*** PROVIDED ENTRIES

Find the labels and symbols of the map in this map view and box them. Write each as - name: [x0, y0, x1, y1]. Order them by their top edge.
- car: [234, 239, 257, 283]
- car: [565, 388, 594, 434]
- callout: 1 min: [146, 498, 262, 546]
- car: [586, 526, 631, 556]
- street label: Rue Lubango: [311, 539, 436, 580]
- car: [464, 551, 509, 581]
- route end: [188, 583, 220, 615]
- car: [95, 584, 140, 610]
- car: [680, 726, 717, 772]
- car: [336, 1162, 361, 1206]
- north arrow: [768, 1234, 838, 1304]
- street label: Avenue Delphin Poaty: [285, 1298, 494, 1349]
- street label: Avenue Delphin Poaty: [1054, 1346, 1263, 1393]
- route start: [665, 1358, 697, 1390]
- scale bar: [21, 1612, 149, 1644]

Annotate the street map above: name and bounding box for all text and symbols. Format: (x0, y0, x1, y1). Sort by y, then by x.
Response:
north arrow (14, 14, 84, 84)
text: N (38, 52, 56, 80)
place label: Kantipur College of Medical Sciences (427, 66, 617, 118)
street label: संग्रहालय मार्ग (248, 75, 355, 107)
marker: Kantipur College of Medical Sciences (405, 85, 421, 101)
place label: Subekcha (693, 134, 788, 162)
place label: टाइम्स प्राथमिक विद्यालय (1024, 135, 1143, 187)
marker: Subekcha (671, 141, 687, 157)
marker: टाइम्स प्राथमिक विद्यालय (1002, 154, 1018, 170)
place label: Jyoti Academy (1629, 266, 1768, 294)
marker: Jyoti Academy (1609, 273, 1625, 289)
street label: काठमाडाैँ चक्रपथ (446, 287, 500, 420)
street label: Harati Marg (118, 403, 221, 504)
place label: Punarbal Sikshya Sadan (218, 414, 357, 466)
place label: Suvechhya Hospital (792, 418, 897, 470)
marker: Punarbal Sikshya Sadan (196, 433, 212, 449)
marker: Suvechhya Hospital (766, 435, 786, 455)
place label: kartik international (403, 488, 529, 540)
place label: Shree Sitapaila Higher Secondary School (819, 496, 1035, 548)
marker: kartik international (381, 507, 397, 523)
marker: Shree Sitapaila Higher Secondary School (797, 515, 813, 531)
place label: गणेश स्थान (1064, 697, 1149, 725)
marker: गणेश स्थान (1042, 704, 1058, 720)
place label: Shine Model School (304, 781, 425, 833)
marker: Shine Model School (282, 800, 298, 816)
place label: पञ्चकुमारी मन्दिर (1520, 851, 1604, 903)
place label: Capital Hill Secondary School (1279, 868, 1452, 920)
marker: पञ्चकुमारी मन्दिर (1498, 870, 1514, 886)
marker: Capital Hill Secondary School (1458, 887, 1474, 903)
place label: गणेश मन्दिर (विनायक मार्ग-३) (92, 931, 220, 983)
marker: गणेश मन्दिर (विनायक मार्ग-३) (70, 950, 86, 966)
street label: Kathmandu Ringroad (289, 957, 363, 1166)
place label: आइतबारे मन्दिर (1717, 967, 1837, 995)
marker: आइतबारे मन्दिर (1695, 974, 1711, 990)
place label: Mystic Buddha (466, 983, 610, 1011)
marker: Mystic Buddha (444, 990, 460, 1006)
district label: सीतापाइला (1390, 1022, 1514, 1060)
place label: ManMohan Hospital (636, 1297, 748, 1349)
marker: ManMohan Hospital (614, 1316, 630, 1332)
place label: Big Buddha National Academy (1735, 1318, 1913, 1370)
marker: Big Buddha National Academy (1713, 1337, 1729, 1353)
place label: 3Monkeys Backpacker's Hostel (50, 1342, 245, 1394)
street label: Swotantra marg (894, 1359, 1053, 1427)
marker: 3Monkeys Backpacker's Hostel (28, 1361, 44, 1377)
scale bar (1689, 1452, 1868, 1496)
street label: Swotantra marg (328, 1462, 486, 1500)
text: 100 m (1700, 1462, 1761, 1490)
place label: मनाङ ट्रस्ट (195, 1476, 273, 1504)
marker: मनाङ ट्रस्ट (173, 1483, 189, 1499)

******

**THE TASK**
The reply should consist solely of the number of lines in the records that include "Shree".

**TASK SOLUTION**
2